Os Fatos Pós-Emancipação Política (Conclusão)
Walter de Oliveira*
O artigo publicado sábado passado e o de hoje, trazem ao conhecimento do leitor, na essência, as alterações dos mandatos dos dez primeiros prefeitos de Bandeirantes, ou seja, de Rafael Antonacci (1935) a Ozório Gonçalves Nogueira (1947), ficando os registros das suas realizações para serem feitos – como as dos prefeitos que os sucederam até hoje – no livro que o autor está elaborando.
Na última e referida publicação, fomos até a descoberta pelos alunos do Curso de Redator Auxiliar da Escola Integrada de Ensino de 1º e 2º Graus de Bandeirantes, de uma reportagem do jornal “O Bandeirante”, do ano de 1949, resgatando um acontecimento político que, no modesto entendimento do autor, merece lugar de realce na nossa história: a coragem e a ousadia dos nossos conterrâneos de então de, em pleno regime ditatorial, elegerem, pelo sufrágio das urnas, o prefeito Eurípedes Mesquita Rodrigues.
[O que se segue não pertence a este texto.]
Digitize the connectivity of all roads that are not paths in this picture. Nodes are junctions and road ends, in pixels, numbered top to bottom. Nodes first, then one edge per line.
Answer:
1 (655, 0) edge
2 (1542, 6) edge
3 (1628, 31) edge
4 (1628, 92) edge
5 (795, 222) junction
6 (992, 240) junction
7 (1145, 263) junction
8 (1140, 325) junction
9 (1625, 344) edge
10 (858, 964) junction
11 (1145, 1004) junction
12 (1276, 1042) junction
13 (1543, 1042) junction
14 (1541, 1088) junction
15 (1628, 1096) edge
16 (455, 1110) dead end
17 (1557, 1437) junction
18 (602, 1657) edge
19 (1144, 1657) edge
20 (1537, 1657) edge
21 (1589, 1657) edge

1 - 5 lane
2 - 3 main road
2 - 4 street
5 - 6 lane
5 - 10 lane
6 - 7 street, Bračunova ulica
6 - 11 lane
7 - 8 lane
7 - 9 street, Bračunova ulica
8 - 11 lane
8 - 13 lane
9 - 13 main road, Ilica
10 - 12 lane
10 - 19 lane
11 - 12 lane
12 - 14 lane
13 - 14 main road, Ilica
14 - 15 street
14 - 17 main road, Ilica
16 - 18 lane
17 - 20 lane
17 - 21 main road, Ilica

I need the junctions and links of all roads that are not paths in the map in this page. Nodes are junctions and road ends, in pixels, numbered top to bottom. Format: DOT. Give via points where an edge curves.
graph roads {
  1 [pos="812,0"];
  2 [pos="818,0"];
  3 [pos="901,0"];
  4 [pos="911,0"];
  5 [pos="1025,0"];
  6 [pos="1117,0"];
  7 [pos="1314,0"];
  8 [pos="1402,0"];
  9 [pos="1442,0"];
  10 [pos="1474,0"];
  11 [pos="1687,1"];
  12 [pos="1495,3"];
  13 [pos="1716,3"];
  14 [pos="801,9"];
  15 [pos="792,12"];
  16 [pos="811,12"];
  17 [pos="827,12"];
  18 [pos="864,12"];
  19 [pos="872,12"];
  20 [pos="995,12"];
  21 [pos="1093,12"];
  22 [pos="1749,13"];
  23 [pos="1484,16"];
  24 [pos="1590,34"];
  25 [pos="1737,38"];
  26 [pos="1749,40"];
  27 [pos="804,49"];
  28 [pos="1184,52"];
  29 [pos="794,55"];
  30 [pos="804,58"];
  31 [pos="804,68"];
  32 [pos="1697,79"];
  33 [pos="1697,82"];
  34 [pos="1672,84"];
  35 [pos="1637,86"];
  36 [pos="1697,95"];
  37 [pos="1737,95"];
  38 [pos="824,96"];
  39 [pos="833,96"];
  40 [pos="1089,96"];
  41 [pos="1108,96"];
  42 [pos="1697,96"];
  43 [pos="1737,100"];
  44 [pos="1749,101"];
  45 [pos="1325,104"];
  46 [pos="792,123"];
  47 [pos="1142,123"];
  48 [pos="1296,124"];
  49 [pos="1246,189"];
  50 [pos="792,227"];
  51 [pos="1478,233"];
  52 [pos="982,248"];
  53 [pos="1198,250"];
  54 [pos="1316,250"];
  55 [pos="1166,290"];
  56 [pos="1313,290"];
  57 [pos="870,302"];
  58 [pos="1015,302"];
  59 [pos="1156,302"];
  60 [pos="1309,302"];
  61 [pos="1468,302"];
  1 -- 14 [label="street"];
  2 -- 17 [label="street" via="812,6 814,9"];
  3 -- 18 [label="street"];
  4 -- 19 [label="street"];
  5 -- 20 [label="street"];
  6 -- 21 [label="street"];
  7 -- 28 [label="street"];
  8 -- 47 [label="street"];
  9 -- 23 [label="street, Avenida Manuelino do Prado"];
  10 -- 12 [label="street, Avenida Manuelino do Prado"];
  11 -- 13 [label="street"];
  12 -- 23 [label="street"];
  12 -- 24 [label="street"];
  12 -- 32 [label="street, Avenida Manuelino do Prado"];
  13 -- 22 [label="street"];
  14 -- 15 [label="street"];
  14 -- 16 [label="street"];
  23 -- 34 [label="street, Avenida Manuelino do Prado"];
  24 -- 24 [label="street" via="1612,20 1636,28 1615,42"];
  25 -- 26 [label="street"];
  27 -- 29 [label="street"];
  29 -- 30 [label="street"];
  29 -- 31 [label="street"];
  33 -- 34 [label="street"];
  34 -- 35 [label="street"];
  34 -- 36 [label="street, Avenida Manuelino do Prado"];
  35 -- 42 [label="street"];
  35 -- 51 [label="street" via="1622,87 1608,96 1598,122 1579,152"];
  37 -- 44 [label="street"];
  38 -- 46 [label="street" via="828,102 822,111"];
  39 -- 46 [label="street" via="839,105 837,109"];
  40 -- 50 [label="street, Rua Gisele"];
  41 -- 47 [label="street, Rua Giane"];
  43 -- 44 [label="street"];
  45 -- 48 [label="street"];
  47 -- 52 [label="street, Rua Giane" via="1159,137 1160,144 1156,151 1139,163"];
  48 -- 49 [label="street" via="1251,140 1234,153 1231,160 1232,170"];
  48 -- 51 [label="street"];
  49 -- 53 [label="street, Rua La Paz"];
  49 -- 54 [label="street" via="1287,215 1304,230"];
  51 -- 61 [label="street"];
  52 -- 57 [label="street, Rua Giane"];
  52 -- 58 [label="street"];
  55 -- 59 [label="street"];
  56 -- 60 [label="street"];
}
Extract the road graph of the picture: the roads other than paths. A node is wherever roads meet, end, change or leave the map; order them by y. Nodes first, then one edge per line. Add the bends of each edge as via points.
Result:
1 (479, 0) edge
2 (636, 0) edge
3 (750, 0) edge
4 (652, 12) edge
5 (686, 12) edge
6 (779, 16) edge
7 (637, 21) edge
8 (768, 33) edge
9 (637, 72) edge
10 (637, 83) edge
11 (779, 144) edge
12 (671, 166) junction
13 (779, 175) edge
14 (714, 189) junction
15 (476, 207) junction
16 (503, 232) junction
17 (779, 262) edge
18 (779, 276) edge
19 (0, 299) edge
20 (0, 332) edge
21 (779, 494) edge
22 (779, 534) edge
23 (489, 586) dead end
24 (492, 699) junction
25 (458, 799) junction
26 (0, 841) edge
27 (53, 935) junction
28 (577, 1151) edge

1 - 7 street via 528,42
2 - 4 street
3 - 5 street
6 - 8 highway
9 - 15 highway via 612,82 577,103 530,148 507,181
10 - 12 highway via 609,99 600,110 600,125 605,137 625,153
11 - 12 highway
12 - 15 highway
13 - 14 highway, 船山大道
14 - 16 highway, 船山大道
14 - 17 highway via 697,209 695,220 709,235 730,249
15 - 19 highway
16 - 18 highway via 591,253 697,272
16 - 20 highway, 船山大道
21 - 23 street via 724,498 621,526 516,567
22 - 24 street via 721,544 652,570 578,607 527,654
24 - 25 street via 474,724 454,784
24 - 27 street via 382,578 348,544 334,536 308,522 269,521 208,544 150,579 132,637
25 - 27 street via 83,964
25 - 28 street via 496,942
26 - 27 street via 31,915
Conta, em síntese, aquele artigo jornalístico, que dois grupos políticos disputavam a chance de governar o município na sucessão de Rafael Antonacci: Morcegos e Peludos (assim se identificavam). Antonacci patrocinava a causa do partido Morcegos, cujo candidato era o ituano Renato Sampaio, possuidor de fazenda no município e que era apoiado também por Jayme Carvalho, então dono da Fazenda Carvalhópolis e pessoa de muito prestígio no meio ditatorial curitibano, refletindo isso no seu prestígio aqui na Bandeirantes da época. O candidato do partido Peludos era o fundador da cidade, Eurípedes Mesquita Rodrigues, que gozava de grande estima junto à população e lideranças como Ozório Nogueira, João Cravo, José e Josué Aranha, Estevão Leite de Negreiros, Idalino Cipriano Carneiro, Pompeo Tomasi, Antenor Moretti, João Pavão, Pedro Belan, Amiral Henriques, Joao Afonso, José Gabeloni, Angelin, Antônio, Carlos, Luiz e Vitório Storer, Sebastião de Oliveira (Tiãozinho), Basílio Lucena e outros. Com dois concorrentes tão fortes, o resultado da eleição seria, como se falava à época, orelha por orelha (sic). Encerrada e apurada a votação, Eurípedes sagrou-se vencedor pela apertada vantagem de cinco votos. Por motivo ignorado e respaldado num decreto do Interventor Manoel Ribas, Rafael Antonacci não transmitiu o cargo para Eurípedes e sim, para o Secretário do Tesouro, Sr. Miro (sobrenome não citado na reportagem), mineiro de Teodoro Bonfant, que exerceu o cargo interinamente, até que o Tribunal Eleitoral do Estado desse o “veredictum” (sic), autorizando a diplomação e posse de Eurípedes, que se deu no prédio da prefeitura, uma casa de madeira situada na Avenida Bandeirantes, com a presença do juiz, Dr. Jacinto (sobrenome também não citado), do escrivão Aparício Severo Baptista e de muitos convidados, tendo discursado aos presentes o autor da reportagem (cujo nome também não é citado). Seguiu-se à posse um enorme espoucar de fogos de artifício, sendo grande a alegria em todos os cantos do município. Exceto, é claro, dos vencidos, que de forma alguma se conformavam com a derrota, tanto que Jayme de Carvalho, influente como era, aparece, dias depois, portando uma carta do Interventor Manoel Ribas sugerindo a Eurípedes a resignação (ou renúncia) do mandato.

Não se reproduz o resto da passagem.